• WHAT YOU HAVE TO DO
Your answer needs to include each line of the records in which the string "dead" can be found.

• DATA EXTRACT
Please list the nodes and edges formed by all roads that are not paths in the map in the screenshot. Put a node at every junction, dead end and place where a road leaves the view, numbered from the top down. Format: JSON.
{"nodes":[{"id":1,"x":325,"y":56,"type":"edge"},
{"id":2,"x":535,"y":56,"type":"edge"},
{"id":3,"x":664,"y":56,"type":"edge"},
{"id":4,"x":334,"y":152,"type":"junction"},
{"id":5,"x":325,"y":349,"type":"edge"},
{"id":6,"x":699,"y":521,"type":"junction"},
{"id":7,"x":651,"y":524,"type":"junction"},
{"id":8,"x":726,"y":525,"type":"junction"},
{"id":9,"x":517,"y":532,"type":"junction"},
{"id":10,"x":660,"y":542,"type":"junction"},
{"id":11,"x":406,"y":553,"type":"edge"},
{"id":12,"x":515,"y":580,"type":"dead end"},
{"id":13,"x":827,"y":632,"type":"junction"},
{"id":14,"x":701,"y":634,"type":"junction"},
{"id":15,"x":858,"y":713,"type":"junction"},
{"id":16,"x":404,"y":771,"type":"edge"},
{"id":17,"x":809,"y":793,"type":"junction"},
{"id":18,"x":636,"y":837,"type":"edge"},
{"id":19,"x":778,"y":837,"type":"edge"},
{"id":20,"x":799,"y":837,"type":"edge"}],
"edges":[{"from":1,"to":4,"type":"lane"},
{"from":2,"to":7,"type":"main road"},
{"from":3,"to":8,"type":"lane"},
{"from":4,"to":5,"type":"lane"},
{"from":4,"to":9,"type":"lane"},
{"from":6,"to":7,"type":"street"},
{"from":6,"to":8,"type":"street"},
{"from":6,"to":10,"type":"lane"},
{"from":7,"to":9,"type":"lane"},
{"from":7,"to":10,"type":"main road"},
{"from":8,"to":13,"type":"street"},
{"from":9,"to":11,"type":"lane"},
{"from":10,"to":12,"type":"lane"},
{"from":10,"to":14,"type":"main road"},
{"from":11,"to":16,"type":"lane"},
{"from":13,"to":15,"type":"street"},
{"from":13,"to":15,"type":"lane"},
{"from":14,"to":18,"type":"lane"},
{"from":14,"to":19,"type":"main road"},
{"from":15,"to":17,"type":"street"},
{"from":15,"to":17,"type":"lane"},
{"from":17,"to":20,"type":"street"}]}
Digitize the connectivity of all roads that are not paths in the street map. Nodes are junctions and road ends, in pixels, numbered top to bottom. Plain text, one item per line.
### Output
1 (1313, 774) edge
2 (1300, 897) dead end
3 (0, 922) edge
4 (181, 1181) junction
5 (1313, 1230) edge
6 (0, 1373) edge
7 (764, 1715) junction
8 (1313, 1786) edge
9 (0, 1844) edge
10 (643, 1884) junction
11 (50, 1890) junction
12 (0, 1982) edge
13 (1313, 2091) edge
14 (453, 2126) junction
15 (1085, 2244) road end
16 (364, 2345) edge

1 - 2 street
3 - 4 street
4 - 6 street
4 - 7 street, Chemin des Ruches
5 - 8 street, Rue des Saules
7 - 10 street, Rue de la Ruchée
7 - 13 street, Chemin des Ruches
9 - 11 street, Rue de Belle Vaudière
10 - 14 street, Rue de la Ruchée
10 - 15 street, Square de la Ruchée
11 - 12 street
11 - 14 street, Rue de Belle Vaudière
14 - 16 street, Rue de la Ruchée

• WRITTEN ANSWER
Please list the nodes and edges formed by all roads that are not paths in the map in the screenshot. Put a node at every junction, dead end and place where a road leaves the view, numbered from the top down. Format: JSON.
{"id":12,"x":515,"y":580,"type":"dead end"},
2 (1300, 897) dead end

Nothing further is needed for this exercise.